The issue, she said, was historically, there has been a cultural emphasis on “women's purpose being fertility and the absence of purpose being post-fertility, despite the fact that most of us now live into a age where we may live longer post-fertility than we spend going through our sort of procreative period.”
She agreed that progress had been made, but also questioned whether it was sufficient, recounting speaking engagements with companies that claimed to have forward-facing policies around menopause, menopause mentors in the officer, “and then you go into the loo afterwards, and women will pop out of the cubicle, it's all rubbish, they're doing nothing.”
Frostrup also called out the media, which often places sensationalism ahead of fact-checking: “So the minute there's a headline, let's say, about menopause that's positive, you get the Daily Mail commissioning an article with a woman arguing negatively. We're talking about women's health in a world where really the objectification of women and the sort of sexualization of women in the media has actually increased rather than decreased despite all of the campaigning that so many groups have done.”
Responsible journalism, she said, is “absolutely essential” but consumers too need to become more aware of where information is coming from and whether it can be trusted. “I'm still not sure about the idea of expecting things for free and expecting them to be accurate. I don't know if we don't need to go back to a model where we pay to know for sure that what we're reading or what we're viewing or what we're listening to has actually been fact-checked.”
As for public relations professionals, Frostrup said, they have an obligation to “present a story in a positive way with all of the facts and data that support it. That's how you change hearts and minds and cultures. If you're in a position where you're providing information and conceiving stories, then actually you're in a very powerful position, perhaps more powerful than you’ve ever been. And with that power, you know, comes great responsibility.”
Neil Johnson, executive director of the Global Heart Hub, then broadened the discussion to broader health issues, where biases still remain.
“I'm not a health professional, so when I started, I knew nothing about cardiovascular disease, so I had to read up about it,” he said. “And I remember reading all the journals which were saying that cardiovascular disease is the leading cause of death and disability across the world.

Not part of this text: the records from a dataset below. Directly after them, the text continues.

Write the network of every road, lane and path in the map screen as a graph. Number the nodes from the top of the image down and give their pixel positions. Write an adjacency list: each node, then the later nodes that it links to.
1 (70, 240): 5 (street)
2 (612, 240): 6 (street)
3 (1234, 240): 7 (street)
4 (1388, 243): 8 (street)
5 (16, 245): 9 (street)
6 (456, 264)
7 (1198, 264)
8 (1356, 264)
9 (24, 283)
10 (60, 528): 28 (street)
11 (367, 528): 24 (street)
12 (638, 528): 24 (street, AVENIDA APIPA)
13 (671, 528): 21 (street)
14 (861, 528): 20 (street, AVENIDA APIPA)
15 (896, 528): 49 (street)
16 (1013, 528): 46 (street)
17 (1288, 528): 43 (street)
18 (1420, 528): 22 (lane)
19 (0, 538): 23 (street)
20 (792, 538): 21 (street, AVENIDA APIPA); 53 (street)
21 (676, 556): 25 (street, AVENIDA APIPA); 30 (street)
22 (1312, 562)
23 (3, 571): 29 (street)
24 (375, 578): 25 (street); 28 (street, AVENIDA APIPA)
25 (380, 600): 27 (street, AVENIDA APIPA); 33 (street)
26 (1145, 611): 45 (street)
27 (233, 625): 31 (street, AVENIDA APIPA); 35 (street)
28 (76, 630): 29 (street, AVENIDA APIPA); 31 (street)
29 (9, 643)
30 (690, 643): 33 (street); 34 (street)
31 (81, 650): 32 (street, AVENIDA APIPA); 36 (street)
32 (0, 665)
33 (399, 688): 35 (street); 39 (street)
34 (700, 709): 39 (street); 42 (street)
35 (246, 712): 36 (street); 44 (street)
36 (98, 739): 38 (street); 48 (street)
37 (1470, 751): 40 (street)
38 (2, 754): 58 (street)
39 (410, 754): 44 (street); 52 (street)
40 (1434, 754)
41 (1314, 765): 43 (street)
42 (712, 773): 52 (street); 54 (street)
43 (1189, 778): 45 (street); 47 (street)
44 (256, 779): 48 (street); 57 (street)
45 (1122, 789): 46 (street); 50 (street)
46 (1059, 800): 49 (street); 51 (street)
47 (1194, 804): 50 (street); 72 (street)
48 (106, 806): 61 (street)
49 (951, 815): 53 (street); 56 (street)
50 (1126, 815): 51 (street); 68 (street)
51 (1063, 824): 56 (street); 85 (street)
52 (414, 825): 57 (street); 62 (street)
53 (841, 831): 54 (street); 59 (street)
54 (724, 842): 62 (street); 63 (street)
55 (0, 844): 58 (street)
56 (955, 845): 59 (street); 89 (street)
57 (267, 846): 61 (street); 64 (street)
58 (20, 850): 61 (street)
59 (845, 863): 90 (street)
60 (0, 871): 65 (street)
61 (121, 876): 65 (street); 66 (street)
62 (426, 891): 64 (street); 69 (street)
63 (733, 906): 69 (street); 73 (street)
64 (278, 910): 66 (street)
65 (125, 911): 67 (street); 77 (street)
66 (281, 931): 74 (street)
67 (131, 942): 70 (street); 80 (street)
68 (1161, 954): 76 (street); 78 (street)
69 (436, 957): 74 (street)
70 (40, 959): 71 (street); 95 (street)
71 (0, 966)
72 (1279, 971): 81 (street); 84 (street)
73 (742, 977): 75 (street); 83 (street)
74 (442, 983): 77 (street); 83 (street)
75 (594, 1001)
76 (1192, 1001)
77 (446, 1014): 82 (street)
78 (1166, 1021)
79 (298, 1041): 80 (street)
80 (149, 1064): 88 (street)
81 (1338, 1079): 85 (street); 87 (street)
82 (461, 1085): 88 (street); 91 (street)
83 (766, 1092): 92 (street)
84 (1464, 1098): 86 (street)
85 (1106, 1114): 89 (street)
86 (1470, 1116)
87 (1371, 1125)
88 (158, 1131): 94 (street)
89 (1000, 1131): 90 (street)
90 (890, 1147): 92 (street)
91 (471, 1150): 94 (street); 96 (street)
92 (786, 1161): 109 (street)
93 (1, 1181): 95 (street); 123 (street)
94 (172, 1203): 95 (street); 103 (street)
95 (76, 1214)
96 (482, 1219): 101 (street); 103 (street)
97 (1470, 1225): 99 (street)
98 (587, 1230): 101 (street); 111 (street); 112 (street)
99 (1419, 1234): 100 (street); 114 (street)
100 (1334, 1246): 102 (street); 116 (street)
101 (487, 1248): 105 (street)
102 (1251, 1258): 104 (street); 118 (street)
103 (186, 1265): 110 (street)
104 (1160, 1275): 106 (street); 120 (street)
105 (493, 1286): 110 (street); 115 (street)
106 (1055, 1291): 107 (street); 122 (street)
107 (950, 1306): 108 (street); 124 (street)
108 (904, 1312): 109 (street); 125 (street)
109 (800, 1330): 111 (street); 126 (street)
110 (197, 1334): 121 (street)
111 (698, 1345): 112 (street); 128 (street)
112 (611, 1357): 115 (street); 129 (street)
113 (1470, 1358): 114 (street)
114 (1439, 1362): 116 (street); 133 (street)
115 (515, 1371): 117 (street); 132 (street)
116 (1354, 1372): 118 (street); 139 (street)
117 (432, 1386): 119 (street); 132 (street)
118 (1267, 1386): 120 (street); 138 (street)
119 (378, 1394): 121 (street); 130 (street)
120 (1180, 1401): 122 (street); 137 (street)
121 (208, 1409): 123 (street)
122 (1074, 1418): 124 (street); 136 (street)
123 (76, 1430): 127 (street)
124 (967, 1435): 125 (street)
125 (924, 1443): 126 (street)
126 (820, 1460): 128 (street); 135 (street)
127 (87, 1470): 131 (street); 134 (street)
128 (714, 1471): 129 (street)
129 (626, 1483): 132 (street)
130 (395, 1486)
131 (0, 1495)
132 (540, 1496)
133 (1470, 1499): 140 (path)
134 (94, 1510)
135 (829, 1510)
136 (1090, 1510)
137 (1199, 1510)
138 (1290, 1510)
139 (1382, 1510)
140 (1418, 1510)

But women, in terms of cardiovascular disease, are understudied, and their cardiovascular health is underrecognized: the amount of women who present with symptoms at A&E and are dismissed as anxiety or some trivial complaint, it’s shocking, because the consequences are quite catastrophic.
“There's clearly some bias or inequity in that. And also for some reason, when it comes to treatment, women very often do not receive what is the clinically prescribed or recommended guideline therapy. The biggest cause of death in women is actually cardiovascular disease. More women die of cardiovascular disease than breast cancer.”
Damini Sayal Khosla, managing director of Weber Shandwick Switzerland, said stories like that were the reason the agency has introduced its new Women's Health Indicator, which enables he firm to identify gender gaps in health “because of all of the thousands of data points that we're analyzing across media, society, and policy, and enables us to go back to the clients with data.
"For example, diabetes impacts women more, but when we looked at the data, only 3% of the conversation in diabetes was specifically focused around women. Alzheimer's, it impacts women much more severely, double the impact, but only 9% of the conversation across Europe is specifically focused at women."